01/6/2018 – Viernes de la 8ª semana de Tiempo Ordinario.

Jesús nos deja clarísimo un “ni se os ocurra” a los cristianos, entre otros: Ni se os ocurra convertir en un mercado la casa de mi Padre, la casa de Dios. Pero, podemos preguntarnos: ¿Es que, más allá del episodio que hemos leído en el Evangelio en particular, o más allá de la costumbre que tanto le molestó a Jesús en aquel contexto concreto de esos negocios y en aquel templo concreto de Jerusalén, acaso los discípulos de Cristo hemos cometido alguna vez ese pecado al que se refiere Jesús?

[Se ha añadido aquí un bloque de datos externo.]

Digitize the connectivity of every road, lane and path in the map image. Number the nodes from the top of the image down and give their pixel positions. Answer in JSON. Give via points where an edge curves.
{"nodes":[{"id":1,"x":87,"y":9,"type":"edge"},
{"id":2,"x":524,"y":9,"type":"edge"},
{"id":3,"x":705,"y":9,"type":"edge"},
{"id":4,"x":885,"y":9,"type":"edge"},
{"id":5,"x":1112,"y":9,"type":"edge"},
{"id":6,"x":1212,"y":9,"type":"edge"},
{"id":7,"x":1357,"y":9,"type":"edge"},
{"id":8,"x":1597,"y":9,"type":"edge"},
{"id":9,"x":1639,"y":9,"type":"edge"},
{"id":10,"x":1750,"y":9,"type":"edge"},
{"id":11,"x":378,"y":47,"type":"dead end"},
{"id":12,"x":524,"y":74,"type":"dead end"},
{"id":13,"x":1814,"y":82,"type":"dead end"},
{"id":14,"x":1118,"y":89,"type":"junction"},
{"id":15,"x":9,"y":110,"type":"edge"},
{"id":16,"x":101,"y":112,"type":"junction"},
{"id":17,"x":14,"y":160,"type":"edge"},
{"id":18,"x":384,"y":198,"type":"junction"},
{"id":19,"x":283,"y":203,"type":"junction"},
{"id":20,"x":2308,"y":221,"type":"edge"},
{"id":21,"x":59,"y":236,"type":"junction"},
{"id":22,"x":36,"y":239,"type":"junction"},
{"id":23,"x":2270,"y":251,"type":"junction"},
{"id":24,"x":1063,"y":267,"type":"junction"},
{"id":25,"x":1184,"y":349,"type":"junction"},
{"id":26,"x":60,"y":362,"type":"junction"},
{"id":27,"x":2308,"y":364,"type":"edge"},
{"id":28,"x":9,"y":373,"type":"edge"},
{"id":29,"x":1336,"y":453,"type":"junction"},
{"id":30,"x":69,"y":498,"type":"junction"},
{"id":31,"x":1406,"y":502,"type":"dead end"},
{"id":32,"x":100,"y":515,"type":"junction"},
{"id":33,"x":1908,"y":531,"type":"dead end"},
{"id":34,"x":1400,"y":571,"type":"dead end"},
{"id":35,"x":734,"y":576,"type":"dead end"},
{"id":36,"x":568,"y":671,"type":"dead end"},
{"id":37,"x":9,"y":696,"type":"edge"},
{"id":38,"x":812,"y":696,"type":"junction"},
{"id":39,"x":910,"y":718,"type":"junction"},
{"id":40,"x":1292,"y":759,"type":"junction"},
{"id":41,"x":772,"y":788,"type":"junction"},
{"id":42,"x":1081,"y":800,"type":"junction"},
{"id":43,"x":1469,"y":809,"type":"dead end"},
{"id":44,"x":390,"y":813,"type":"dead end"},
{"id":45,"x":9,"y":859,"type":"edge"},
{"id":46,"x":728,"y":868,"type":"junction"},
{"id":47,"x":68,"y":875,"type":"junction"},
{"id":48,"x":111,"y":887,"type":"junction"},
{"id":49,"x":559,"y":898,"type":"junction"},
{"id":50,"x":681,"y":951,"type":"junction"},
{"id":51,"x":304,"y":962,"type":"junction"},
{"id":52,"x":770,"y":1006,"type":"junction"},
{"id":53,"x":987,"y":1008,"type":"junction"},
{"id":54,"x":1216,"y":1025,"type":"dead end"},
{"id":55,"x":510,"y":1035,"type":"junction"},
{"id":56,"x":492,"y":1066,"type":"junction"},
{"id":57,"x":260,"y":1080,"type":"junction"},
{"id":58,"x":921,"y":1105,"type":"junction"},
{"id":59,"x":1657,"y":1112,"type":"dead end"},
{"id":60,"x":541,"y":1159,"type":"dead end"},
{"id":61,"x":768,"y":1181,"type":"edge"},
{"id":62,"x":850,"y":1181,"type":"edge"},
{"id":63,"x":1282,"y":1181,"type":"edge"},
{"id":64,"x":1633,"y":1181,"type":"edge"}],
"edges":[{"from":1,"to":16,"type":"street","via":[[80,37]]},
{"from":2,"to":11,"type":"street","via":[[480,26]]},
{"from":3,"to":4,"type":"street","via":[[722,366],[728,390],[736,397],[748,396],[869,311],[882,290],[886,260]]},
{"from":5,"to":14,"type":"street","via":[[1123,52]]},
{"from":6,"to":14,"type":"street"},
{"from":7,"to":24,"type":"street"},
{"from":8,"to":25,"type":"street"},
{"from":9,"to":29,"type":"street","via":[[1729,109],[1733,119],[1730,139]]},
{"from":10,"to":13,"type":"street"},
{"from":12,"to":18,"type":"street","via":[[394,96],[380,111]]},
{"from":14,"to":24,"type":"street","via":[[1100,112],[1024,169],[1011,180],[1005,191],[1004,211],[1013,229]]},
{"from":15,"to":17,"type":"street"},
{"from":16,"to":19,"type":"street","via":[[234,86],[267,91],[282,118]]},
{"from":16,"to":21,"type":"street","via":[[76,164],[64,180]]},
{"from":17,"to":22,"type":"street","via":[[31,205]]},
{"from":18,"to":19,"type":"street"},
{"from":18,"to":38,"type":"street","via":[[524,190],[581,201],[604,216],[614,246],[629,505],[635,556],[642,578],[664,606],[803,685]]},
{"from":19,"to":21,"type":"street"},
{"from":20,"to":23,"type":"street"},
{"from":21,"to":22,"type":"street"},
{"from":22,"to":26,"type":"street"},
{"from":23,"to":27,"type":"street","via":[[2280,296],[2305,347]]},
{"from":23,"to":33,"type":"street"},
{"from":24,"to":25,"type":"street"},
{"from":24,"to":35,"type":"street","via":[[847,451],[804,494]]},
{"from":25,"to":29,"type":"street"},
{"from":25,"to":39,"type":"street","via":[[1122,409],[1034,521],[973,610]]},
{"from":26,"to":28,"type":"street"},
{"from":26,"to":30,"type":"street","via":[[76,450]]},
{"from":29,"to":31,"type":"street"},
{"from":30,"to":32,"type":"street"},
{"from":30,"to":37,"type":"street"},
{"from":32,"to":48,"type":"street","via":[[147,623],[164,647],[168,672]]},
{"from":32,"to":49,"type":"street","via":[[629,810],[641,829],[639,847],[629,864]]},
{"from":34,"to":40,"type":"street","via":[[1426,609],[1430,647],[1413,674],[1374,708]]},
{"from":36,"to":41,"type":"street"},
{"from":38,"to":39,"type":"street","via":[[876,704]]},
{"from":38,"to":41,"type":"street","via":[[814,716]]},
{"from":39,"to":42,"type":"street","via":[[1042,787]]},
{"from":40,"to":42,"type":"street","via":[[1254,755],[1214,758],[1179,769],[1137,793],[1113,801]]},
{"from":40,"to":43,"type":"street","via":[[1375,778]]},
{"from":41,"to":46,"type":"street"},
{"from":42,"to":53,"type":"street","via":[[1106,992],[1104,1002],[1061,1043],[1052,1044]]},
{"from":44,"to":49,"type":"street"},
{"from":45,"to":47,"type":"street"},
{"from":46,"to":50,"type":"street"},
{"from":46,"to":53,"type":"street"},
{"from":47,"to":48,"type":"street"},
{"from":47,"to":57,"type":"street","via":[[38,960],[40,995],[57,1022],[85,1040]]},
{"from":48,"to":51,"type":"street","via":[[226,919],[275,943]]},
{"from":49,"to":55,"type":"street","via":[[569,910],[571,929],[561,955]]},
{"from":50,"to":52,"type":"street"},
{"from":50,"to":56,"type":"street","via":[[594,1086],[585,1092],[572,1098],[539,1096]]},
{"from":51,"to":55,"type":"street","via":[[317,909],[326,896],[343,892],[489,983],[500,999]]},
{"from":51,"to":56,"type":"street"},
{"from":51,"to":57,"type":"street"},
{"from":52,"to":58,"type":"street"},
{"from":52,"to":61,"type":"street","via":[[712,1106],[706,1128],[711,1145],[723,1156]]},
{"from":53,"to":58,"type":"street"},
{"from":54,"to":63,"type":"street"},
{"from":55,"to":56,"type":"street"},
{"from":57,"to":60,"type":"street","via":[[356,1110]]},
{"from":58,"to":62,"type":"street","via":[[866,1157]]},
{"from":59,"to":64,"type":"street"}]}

Lo digo porque, como de esto normalmente no hablamos, parecería que la lectura de este Evangelio sólo daría para consideraciones piadosas o para recordarnos, lo cual no dejar de ser también muy importante, que la humanidad de Jesús comporta también cierto carácter (bastante carácter al tenor del relato), que nos sirve para alejarnos de la imagen del Jesús-estampita acaramelado y encumbrado en un halo de cualquier cosa menos de humanidad real.

Por eso, aunque sea por una vez, seamos claros, seamos sinceros, y por tanto seamos realistas. A la postre también en esto se pone en juego el viejo refrán de que quien no conoce su historia, estaría condenado a repetirla: A lo largo de la historia de la Iglesia se ha convertido en un mercado la casa de Dios cuando se ha caído en el pecado de la simonía. A saber, cuando los clérigos han hecho uso de las fuentes de la salvación, para adquirir prebendas a su costa, como cuando se vendían las indulgencias en el siglo XVI, campo de cultivo de la reforma protestante.

Hoy en día esto, gracias a Dios, no se da. Pero hay otras formas encubiertas de simonía, y no sólo por parte de los clérigos, sino también de los laicos: siempre que en función de un bien sagrado, se utilizan medios moralmente ilícitos, se está profanando el templo de Dios.

Esto ocurre cuando instituciones directamente o indirectamente vinculadas a la Iglesia actúan como empresas, y lejos de seguir los criterios de su Doctrina Social, actúan con la única lógica del mercado, incurriendo en graves pecados contra la justicia y contra la solidaridad. ¡Habría tantos ejemplos! No se si la reforma del Papa Francisco en este sentido llegará al menos a atravesar el mediterráneo. Sería genial.

Ocurre también cuando en un hogar cristiano, y por tanto, una “Iglesia doméstica”, se tiene a emigrantes como servicio doméstico sin contratos ni seguros, y encima se justifica como una obra de caridad. Es curioso, siempre que digo esto en una homilía en una parroquia sociológicamente pudiente, hay alguien que se levanta, me mira con no muy buenas pulgas, y se va. ¡Qué le vamos a hacer!